概要
チフスとは、腸チフスとパラチフスを指す感染症の総称です。東南アジアや南アジアなど衛生水準の低い国での罹患率が高く、世界では1年間で腸チフスに2,690万人、パラチフスには540万人が感染しているといわれています。国内での発症例はほとんどが海外から持ち込まれたケースで、年間20〜30症例ほどの発症が報告されています。
チフスは感染から7〜14日程度の潜伏期間を経て、高熱を伴い発症します。発熱時には一時的に背中や胸にピンク色の発疹(バラ疹)が現れることがあり、そのほかに頭痛や全身の倦怠感などの症状がみられます。発症早期に適切な治療を受ければ比較的予後は良好ですが、重症の場合には意識障害や腸穿孔により腸管出血を生じる恐れもあり、注意が必要です。
チフスは日本の感染症法でコレラや細菌性赤痢と同じ3類感染症に指定されており、診察した医師は直ちに最寄りの保健所に届け出る必要があります。また、学校保健安全法では第3種の感染症とされ、医師によって感染の恐れがないと確認されるまでは学校への出席が停止されます。
原因
腸チフスはチフス菌、パラチフスはパラチフスA菌による感染が原因です。保菌者の尿や便に汚染された食物や水などを摂取することによって感染します。また、胆石症*の人が感染した場合は胆嚢に菌がたまり、便の中に排菌することで感染源となる可能性があります。

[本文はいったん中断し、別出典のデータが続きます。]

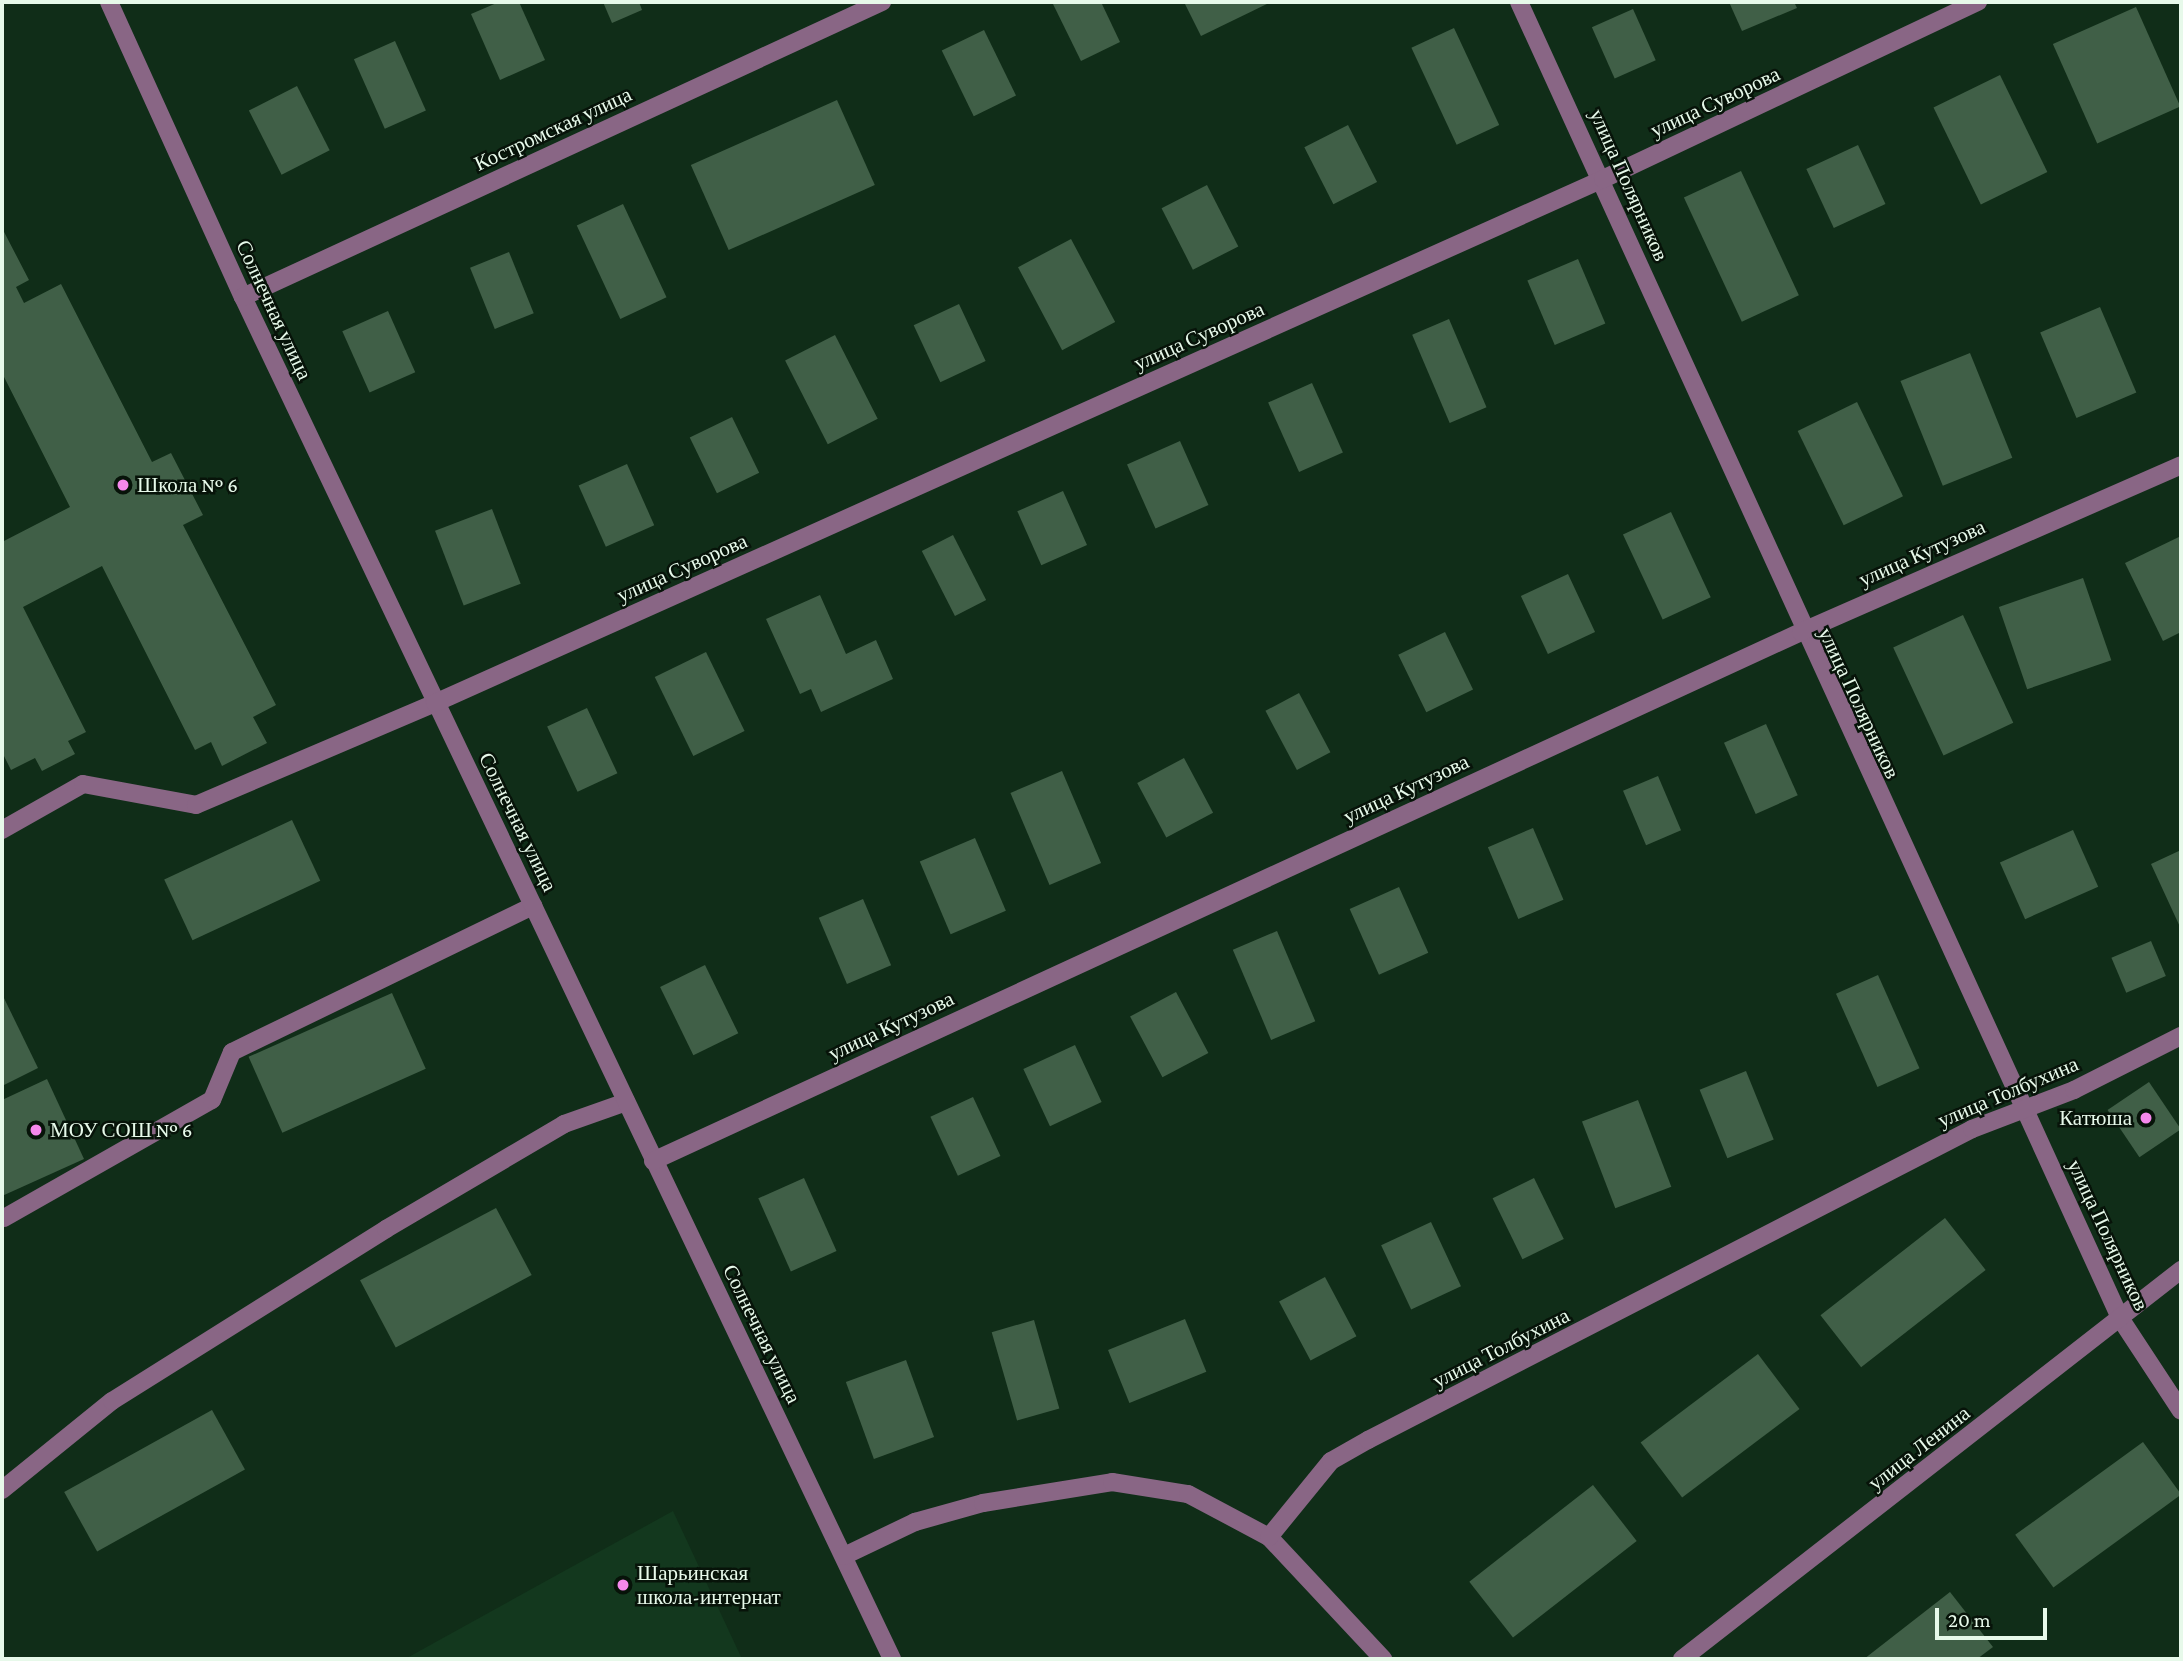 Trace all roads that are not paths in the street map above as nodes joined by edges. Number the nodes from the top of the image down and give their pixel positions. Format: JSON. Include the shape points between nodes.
{"nodes":[{"id":1,"x":108,"y":2,"type":"edge"},
{"id":2,"x":882,"y":2,"type":"edge"},
{"id":3,"x":1519,"y":2,"type":"edge"},
{"id":4,"x":1978,"y":2,"type":"edge"},
{"id":5,"x":1603,"y":179,"type":"junction"},
{"id":6,"x":243,"y":297,"type":"junction"},
{"id":7,"x":2181,"y":465,"type":"edge"},
{"id":8,"x":1801,"y":632,"type":"junction"},
{"id":9,"x":435,"y":703,"type":"junction"},
{"id":10,"x":2,"y":830,"type":"edge"},
{"id":11,"x":533,"y":906,"type":"junction"},
{"id":12,"x":2181,"y":1036,"type":"edge"},
{"id":13,"x":626,"y":1102,"type":"junction"},
{"id":14,"x":2025,"y":1109,"type":"junction"},
{"id":15,"x":653,"y":1161,"type":"junction"},
{"id":16,"x":4,"y":1218,"type":"dead end"},
{"id":17,"x":2181,"y":1270,"type":"edge"},
{"id":18,"x":2120,"y":1318,"type":"junction"},
{"id":19,"x":2181,"y":1411,"type":"edge"},
{"id":20,"x":2,"y":1490,"type":"edge"},
{"id":21,"x":1269,"y":1536,"type":"junction"},
{"id":22,"x":844,"y":1556,"type":"junction"},
{"id":23,"x":892,"y":1659,"type":"edge"},
{"id":24,"x":1383,"y":1659,"type":"edge"},
{"id":25,"x":1682,"y":1659,"type":"edge"}],
"edges":[{"from":1,"to":6,"type":"street","name":"Солнечная улица"},
{"from":2,"to":6,"type":"street","name":"Костромская улица"},
{"from":3,"to":5,"type":"street","name":"улица Полярников"},
{"from":4,"to":5,"type":"street","name":"улица Суворова"},
{"from":5,"to":8,"type":"street","name":"улица Полярников"},
{"from":5,"to":9,"type":"street","name":"улица Суворова"},
{"from":6,"to":9,"type":"street","name":"Солнечная улица"},
{"from":7,"to":8,"type":"street","name":"улица Кутузова"},
{"from":8,"to":14,"type":"street","name":"улица Полярников"},
{"from":8,"to":15,"type":"street","name":"улица Кутузова"},
{"from":9,"to":10,"type":"street","name":"улица Суворова","via":[[196,805],[83,783]]},
{"from":9,"to":11,"type":"street","name":"Солнечная улица"},
{"from":11,"to":13,"type":"street","name":"Солнечная улица"},
{"from":11,"to":16,"type":"street","via":[[232,1052],[212,1100]]},
{"from":12,"to":14,"type":"street","name":"улица Толбухина"},
{"from":13,"to":15,"type":"street","name":"Солнечная улица"},
{"from":13,"to":20,"type":"street","via":[[564,1124],[386,1229],[112,1401]]},
{"from":14,"to":18,"type":"street","name":"улица Полярников"},
{"from":14,"to":21,"type":"street","name":"улица Толбухина","via":[[1972,1129],[1340,1456],[1304,1488]]},
{"from":15,"to":22,"type":"street","name":"Солнечная улица"},
{"from":17,"to":18,"type":"street","name":"улица Ленина"},
{"from":18,"to":19,"type":"street","name":"улица Полярников"},
{"from":18,"to":25,"type":"street","name":"улица Ленина"},
{"from":21,"to":22,"type":"street","via":[[1188,1493],[1112,1482],[983,1503],[915,1522]]},
{"from":21,"to":24,"type":"street"},
{"from":22,"to":23,"type":"street","name":"Солнечная улица"}]}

チフスに感染する可能性が高い国は東南アジアや南アジア、アフリカ、カリブ海、中央アメリカ、南アメリカなど比較的衛生水準の低い国で、特に南アジアでは罹患率が高いといわれています。
*胆石症:肝臓で作られた胆汁(たんじゅう:脂肪やタンパク質に対する消化液)の成分が、胆管を通り胆嚢に蓄えられるまでに何らかの原因で固まって胆石が生じ、腹痛や炎症を引き起こす病気。
症状
感染後、7〜14日の潜伏期間を経て高熱を出し発症します。頭痛や全身倦怠感、便秘、バラ疹などの症状がみられることも特徴です。
チフスでは以下の3つが代表的な特徴とされていますが、これらの出現する確率は30~50%とあまり高くありません。
- バラ疹……背中や胸に現れるピンク色の発疹
- 比較的徐脈……高熱にもかかわらず、脈が比較的ゆっくり(徐脈)である状態
- 脾腫……脾臓が腫れて大きくなる
なお、重症の場合には、意識障害や腸穿孔をきたすこともあります。
検査・診断
長引く熱や、発展途上国からの帰国後にどの臓器に感染しているかが不明なまま高熱をきたす場合には、マラリアやデング熱とともにチフスが疑われます。
確定診断には血液や尿、便などの複数の検体を培養し細菌を特定する細菌学的検査が行われます。骨髄を採取する骨髄培養検査は体への負担が大きいですが、検出率が80~90%と高いことが特徴です。
治療
腸チフス、パラチフスともに、内服や点滴などの抗菌薬を用いた治療が行われます。
ニューキノロン系や第三世代セファロスポリン系、アジスロマイシンなどが用いられますが、どの抗菌薬も全ての症例で効果が期待できるわけではありません。菌の種類や流行地域によって抗菌薬の効き目が異なるため、治療前に血液培養検査を行い、検出された菌と抗菌薬との感受性を調べたり、状況に応じて使用する薬剤を調整したりして抗菌薬が決定されます。
なお、適切な抗菌薬を使った場合でも解熱までには数日かかることがあります。また、治療が終わっても再発の可能性や排菌の可能性があるため注意が必要です。
予防
チフスの予防には、予防接種や飲食時の感染対策などが挙げられます。
予防接種
腸チフスの感染予防のために、世界的にワクチン(不活化ワクチン、弱毒性ワクチン)が実用化されています。しかし国内ではいずれも未承認で、接種できる医療機関が限られています。職業などによりチフスの罹患率が高い国に渡航する予定がある場合にはワクチンの接種が推奨されるケースがあるため、渡航医学を専門とした医師や産業医などに相談してみましょう。
なお、パラチフスに対するワクチンは今のところ日本国内では流通しておらず、腸チフスのワクチンにパラチフスの感染を予防する効果はありません。
飲食時の感染対策
チフスは生水や生野菜、生肉などを摂取することによって感染するケースがあります。発展途上国で飲食する際には十分に加熱調理されたものを食べるようにし、水は一度沸騰させるほか、ペットボトルやビンに入ったミネラルウォーターを飲むようにしましょう。
また、飲食の前に十分な手洗いをすることも重要です。